Lange Wartezeiten bei Kinderärzten als Problem
Er sieht aber vor allem strukturelle Probleme als Ursache für die vielen Anrufe mit leichten Erkrankungen bei Notdiensten: Lange Wartezeiten bei Kinderärzten führen seinen Worten zufolge dazu, dass Eltern die Notfallambulanzen aufsuchten, obwohl eine Behandlung in einer niedergelassenen Praxis ausreichend wäre. "Solange diese Defizite bestehen, ist jede Diskussion um Strafgebühren fehl am Platz", sagte Gaß.
Wie realistisch sind diese Gebühren?
Aktuell sieht es nicht danach aus, als würden die geforderten Notdienstgebühren in absehbarer Zeit Realität werden.
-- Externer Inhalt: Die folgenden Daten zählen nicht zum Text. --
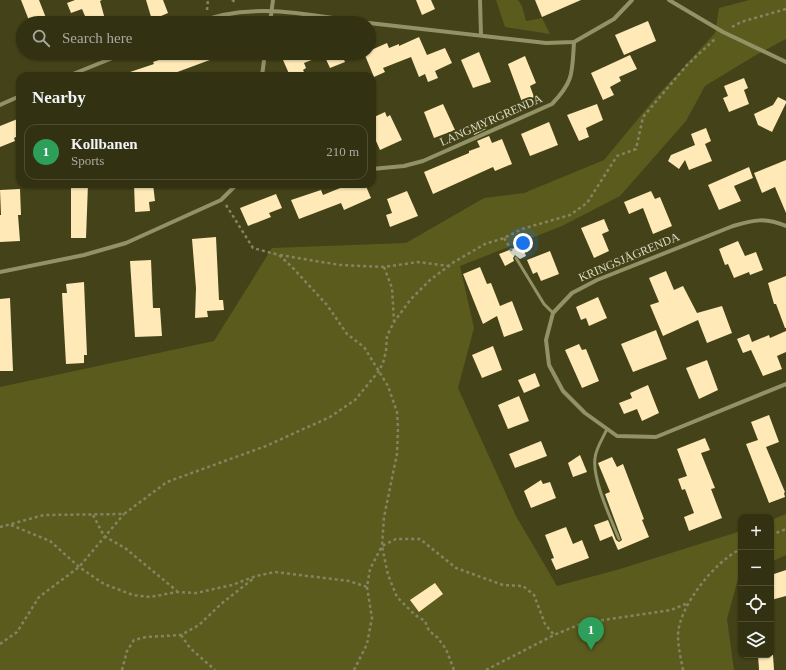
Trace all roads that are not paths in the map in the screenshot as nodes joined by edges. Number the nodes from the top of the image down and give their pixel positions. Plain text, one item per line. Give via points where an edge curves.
1 (273, 0) edge
2 (480, 0) edge
3 (632, 0) edge
4 (669, 0) edge
5 (272, 11) junction
6 (218, 16) edge
7 (271, 16) edge
8 (312, 16) edge
9 (376, 24) edge
10 (481, 35) junction
11 (574, 42) junction
12 (108, 60) edge
13 (264, 60) edge
14 (786, 62) edge
15 (78, 72) edge
16 (263, 72) edge
17 (16, 98) edge
18 (0, 105) edge
19 (376, 169) edge
20 (233, 188) edge
21 (786, 226) edge
22 (516, 258) road end
23 (0, 272) edge
24 (554, 313) junction
25 (786, 384) edge
26 (607, 429) junction
27 (619, 539) dead end

1 - 5 street
2 - 10 street
3 - 11 street via 614,19
4 - 14 street via 723,32
5 - 6 street via 249,11
5 - 7 street
5 - 8 street
9 - 10 street
10 - 11 street via 546,43
11 - 19 street, LANGMYRGRENDA via 572,76 552,104 423,161
12 - 15 street
13 - 16 street
17 - 18 street
20 - 23 street via 221,200 126,243 84,255
21 - 24 street, KRINGSJÅGRENDA via 772,220 754,220 733,226 597,280 572,293
22 - 24 lane via 544,304
24 - 26 street, KRINGSJÅGRENDA via 546,340 549,365 563,391 584,413
25 - 26 street, KRINGSJÅGRENDA via 656,437 617,436
26 - 27 lane via 594,459 604,504

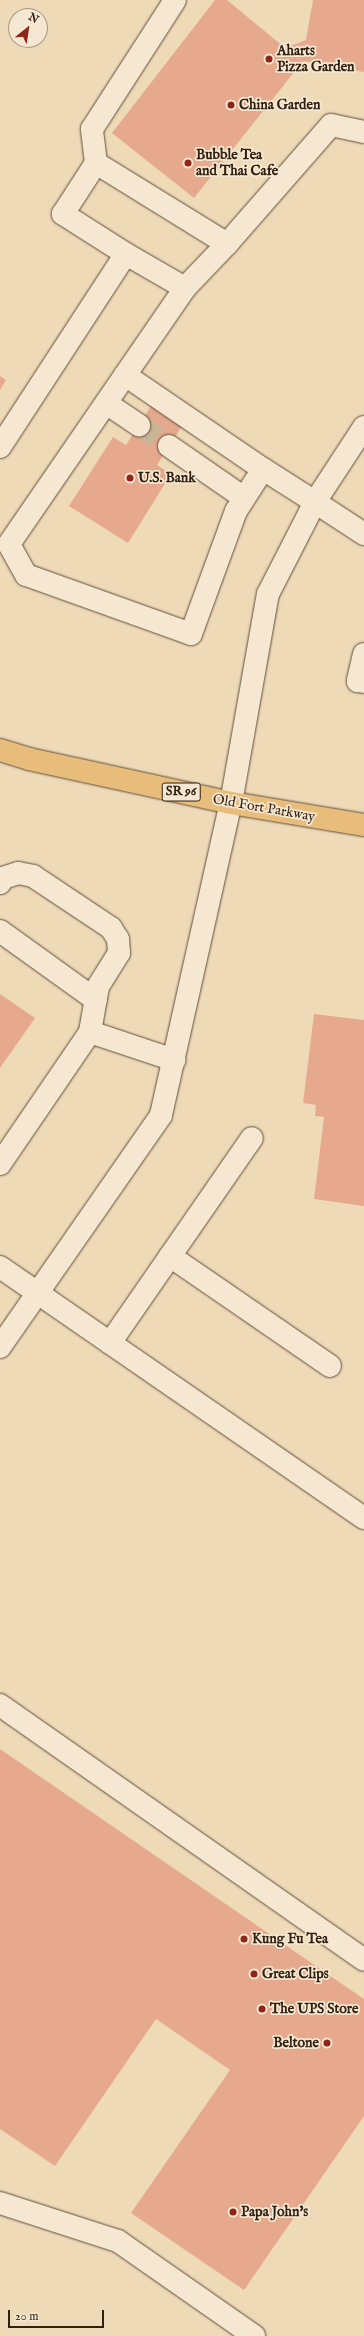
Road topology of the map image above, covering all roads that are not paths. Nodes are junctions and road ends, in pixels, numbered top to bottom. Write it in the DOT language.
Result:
graph roads {
  1 [pos="175,0"];
  2 [pos="364,132"];
  3 [pos="96,163"];
  4 [pos="227,244"];
  5 [pos="126,254"];
  6 [pos="185,288"];
  7 [pos="125,375"];
  8 [pos="106,403"];
  9 [pos="139,425"];
  10 [pos="364,427"];
  11 [pos="169,446"];
  12 [pos="0,447"];
  13 [pos="263,469"];
  14 [pos="244,498"];
  15 [pos="315,502"];
  16 [pos="364,534"];
  17 [pos="364,654"];
  18 [pos="364,682"];
  19 [pos="0,750"];
  20 [pos="231,803"];
  21 [pos="364,825"];
  22 [pos="0,882"];
  23 [pos="0,931"];
  24 [pos="96,1000"];
  25 [pos="90,1032"];
  26 [pos="174,1060"];
  27 [pos="252,1138"];
  28 [pos="0,1164"];
  29 [pos="170,1256"];
  30 [pos="0,1267"];
  31 [pos="38,1293"];
  32 [pos="110,1343"];
  33 [pos="0,1347"];
  34 [pos="330,1366"];
  35 [pos="364,1518"];
  36 [pos="0,1705"];
  37 [pos="361,1951"];
  38 [pos="0,2203"];
  39 [pos="254,2336"];
  1 -- 3 [label="lane"];
  2 -- 4 [label="lane"];
  3 -- 4 [label="lane"];
  3 -- 5 [label="lane"];
  4 -- 6 [label="lane"];
  5 -- 6 [label="lane"];
  5 -- 12 [label="lane"];
  6 -- 7 [label="lane"];
  7 -- 8 [label="lane"];
  7 -- 13 [label="lane"];
  8 -- 9 [label="lane"];
  8 -- 14 [label="lane"];
  10 -- 15 [label="lane"];
  11 -- 14 [label="lane"];
  13 -- 14 [label="lane"];
  13 -- 15 [label="lane"];
  15 -- 16 [label="lane"];
  15 -- 20 [label="lane"];
  17 -- 18 [label="lane"];
  19 -- 20 [label="main road, Old Fort Parkway / SR 96"];
  20 -- 21 [label="main road, Old Fort Parkway / SR 96"];
  20 -- 26 [label="lane"];
  22 -- 24 [label="lane"];
  23 -- 24 [label="lane"];
  24 -- 25 [label="lane"];
  25 -- 26 [label="lane"];
  25 -- 28 [label="lane"];
  26 -- 31 [label="lane"];
  27 -- 29 [label="lane"];
  29 -- 32 [label="lane"];
  29 -- 34 [label="lane"];
  30 -- 31 [label="lane"];
  31 -- 32 [label="lane"];
  31 -- 33 [label="lane"];
  32 -- 35 [label="lane"];
  36 -- 37 [label="lane"];
  38 -- 39 [label="lane"];
}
Eine solche Gebühr für Eltern sei "unethisch", sagte Bundesgesundheitsminister Karl Lauterbach (SPD). Eltern dürften zudem nicht für jahrelange Versäumnisse der Politik zahlen müssen.
Auch in den Vorschlägen zur Reform der Notfallversorgung sei eine "Strafgebühr" nicht vorgesehen, so eine Sprecherin des Gesundheitsministeriums. Eine Expertenkommission hatte im Februar ein Konzept für eine effektivere Notfallversorgung vorgelegt. Darin werden unter anderem neue integrierte Leitstellen vorgeschlagen, die am Telefon eine erste medizinische Einschätzung vornehmen und damit Notdienst-Praxen und Notaufnahmen entlasten sollen.
Hinzu kommt: Erst vor wenigen Monaten hatte Kassenärzte-Chef Andreas Gassen eine Notfall-Gebühr für jene Fälle vorgeschlagen, in denen Patienten direkt in die Notaufnahme gehen, ohne vorher die Leitstelle anzurufen oder ohne akute Beschwerden zu haben. Auch diesem Vorhaben erteilte Gesundheitsminister Lauterbach damals eine deutliche Absage.